[Source data]
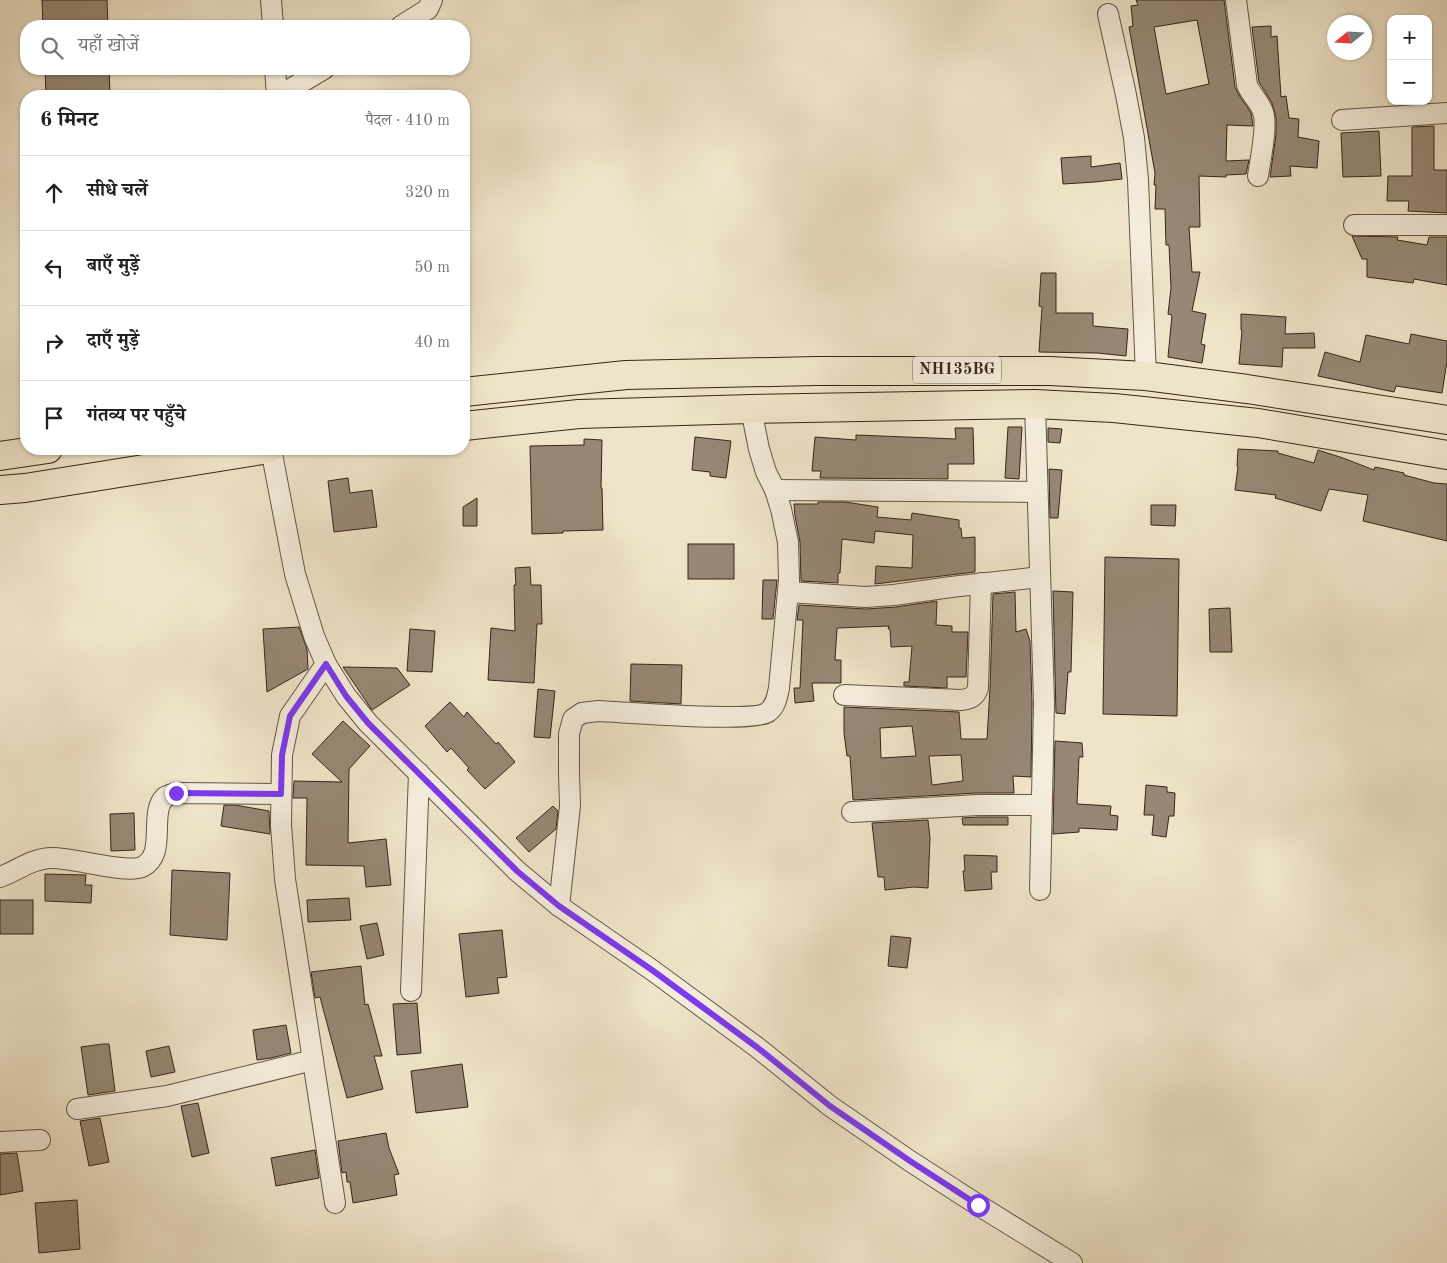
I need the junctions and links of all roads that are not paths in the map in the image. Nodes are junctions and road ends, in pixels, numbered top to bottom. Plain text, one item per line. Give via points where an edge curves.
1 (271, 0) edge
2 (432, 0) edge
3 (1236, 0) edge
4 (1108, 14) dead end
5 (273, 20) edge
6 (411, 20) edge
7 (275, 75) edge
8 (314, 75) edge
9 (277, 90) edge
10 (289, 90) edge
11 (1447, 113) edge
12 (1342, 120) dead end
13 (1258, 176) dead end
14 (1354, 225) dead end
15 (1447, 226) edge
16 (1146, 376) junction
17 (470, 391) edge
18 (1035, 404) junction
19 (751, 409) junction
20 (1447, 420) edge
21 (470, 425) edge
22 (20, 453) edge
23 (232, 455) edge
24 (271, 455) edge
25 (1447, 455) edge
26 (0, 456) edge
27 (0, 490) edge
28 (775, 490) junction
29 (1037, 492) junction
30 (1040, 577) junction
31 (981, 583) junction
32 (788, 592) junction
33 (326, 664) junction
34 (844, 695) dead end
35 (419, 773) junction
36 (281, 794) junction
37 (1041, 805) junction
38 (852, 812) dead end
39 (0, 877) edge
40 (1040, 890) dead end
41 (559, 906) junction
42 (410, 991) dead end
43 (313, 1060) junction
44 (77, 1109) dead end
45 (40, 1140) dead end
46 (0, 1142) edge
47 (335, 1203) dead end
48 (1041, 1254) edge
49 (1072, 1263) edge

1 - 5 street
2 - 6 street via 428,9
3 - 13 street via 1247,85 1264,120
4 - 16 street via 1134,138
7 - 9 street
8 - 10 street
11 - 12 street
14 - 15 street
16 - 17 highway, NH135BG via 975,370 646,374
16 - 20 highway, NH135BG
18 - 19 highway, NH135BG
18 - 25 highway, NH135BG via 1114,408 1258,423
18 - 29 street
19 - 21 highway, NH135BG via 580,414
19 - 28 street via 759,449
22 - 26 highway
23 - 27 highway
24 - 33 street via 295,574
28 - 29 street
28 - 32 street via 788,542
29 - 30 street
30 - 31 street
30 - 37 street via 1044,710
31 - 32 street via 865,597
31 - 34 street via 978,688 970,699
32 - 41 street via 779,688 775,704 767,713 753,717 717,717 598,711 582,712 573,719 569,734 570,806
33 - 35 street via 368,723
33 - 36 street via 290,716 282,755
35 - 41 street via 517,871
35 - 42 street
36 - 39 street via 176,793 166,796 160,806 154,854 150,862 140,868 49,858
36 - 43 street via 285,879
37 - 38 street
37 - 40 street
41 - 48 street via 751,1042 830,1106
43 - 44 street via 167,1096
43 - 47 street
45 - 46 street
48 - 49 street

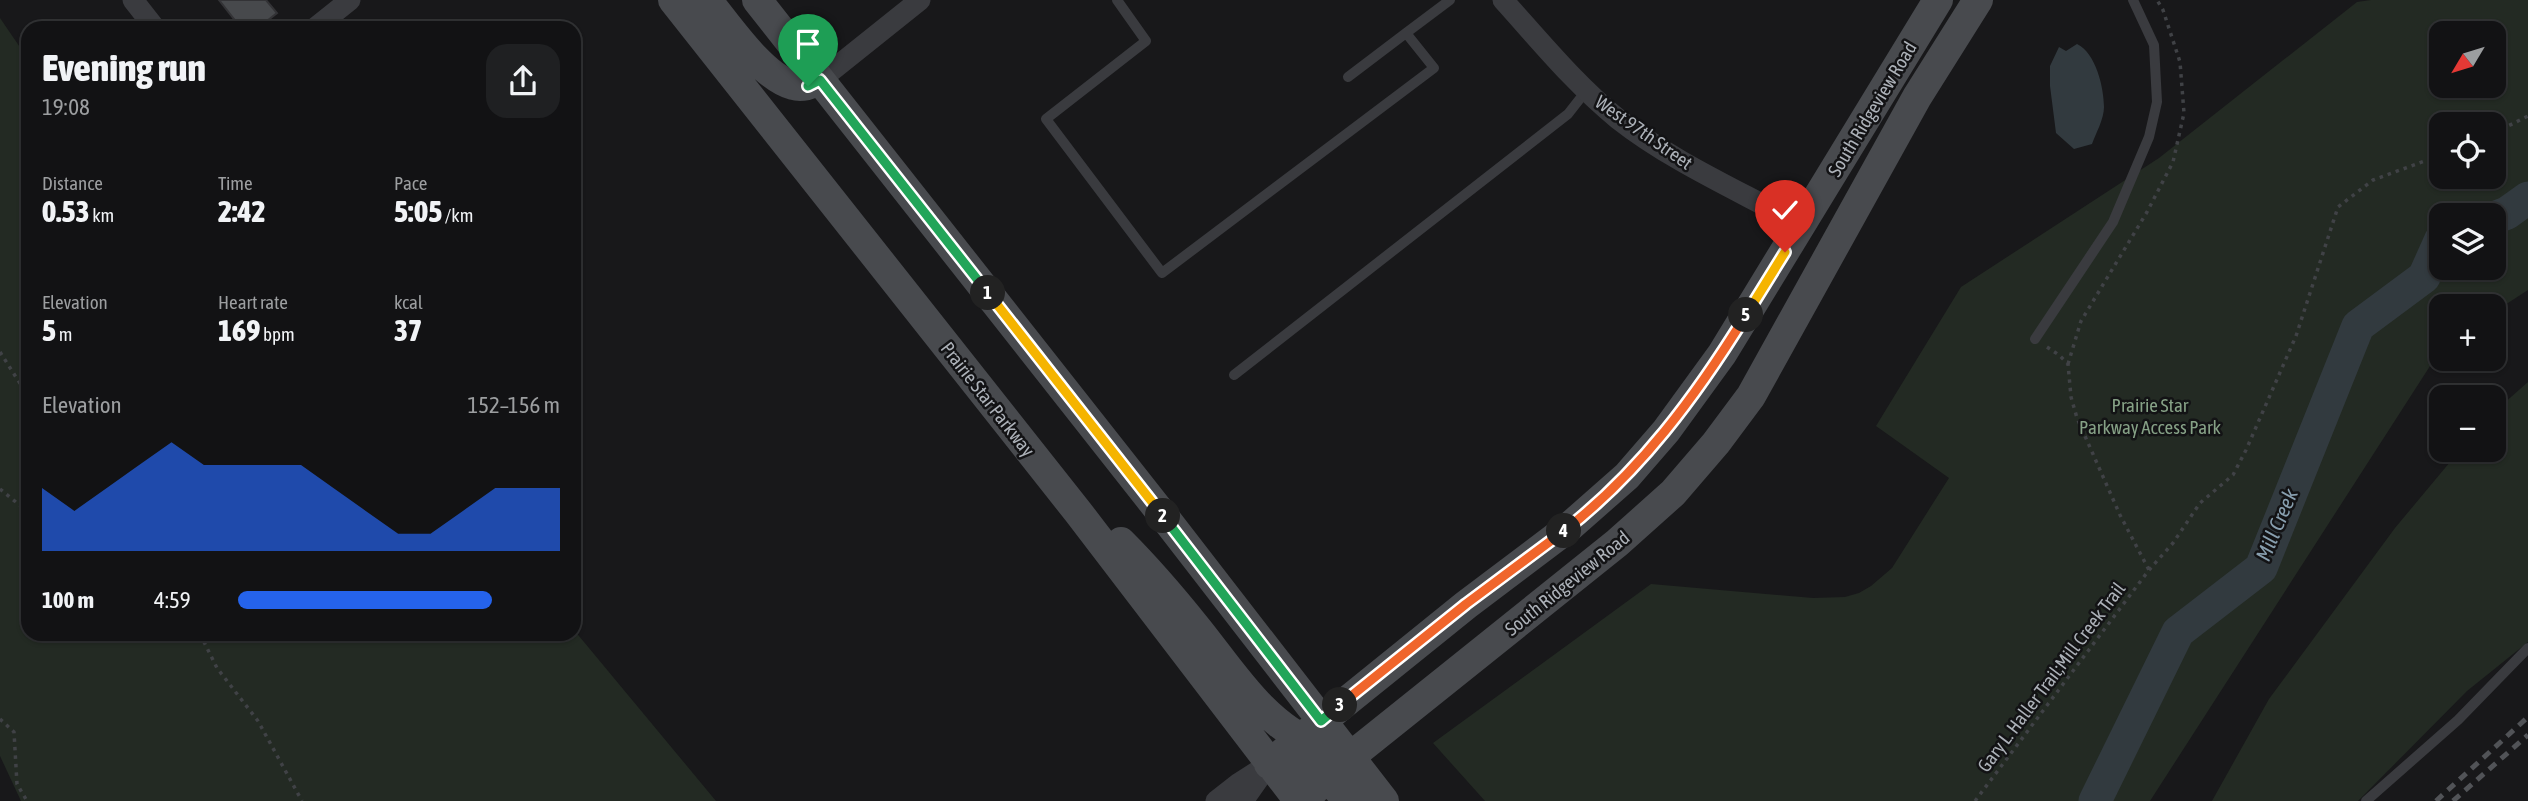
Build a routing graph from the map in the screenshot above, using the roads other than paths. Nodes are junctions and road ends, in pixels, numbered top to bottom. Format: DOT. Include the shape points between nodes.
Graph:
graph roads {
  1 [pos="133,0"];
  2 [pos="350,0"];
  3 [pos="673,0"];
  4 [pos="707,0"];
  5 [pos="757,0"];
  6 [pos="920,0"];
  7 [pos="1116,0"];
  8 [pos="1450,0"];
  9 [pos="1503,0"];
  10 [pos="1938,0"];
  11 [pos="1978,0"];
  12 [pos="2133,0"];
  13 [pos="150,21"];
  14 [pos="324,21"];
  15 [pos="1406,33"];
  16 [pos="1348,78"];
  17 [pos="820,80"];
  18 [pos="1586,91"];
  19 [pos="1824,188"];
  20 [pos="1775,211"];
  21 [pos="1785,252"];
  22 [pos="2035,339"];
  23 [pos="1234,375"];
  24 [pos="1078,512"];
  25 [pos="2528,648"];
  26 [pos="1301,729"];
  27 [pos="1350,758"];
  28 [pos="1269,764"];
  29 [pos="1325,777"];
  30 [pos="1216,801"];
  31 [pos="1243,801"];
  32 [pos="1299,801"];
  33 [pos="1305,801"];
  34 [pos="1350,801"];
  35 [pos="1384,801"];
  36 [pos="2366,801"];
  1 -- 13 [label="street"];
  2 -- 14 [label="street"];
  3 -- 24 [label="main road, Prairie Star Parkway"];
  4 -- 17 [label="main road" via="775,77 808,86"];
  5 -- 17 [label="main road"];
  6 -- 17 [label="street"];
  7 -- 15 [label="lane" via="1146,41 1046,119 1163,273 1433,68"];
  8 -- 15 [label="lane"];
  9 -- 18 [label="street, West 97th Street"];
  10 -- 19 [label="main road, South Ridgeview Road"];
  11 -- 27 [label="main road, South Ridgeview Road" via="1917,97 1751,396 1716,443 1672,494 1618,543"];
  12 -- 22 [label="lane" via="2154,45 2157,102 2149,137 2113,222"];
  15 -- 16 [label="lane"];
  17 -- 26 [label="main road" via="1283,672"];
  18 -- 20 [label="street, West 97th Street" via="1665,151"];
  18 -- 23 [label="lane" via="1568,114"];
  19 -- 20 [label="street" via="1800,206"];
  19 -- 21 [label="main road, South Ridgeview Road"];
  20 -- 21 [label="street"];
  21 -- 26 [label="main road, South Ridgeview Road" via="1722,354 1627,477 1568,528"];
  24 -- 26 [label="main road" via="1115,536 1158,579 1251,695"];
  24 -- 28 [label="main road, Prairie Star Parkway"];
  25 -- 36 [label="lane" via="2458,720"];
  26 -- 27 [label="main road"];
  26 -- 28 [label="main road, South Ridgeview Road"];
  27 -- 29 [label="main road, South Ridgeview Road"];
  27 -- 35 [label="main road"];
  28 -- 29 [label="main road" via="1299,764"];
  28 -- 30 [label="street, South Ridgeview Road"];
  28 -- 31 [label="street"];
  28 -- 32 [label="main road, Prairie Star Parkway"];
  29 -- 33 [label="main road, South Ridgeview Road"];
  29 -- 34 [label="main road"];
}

§ **INSTRUCTIONS TO FOLLOW**: List every line above that holds the word "West".

§ **SOLUTION**:
  9 -- 18 [label="street, West 97th Street"];
  18 -- 20 [label="street, West 97th Street" via="1665,151"];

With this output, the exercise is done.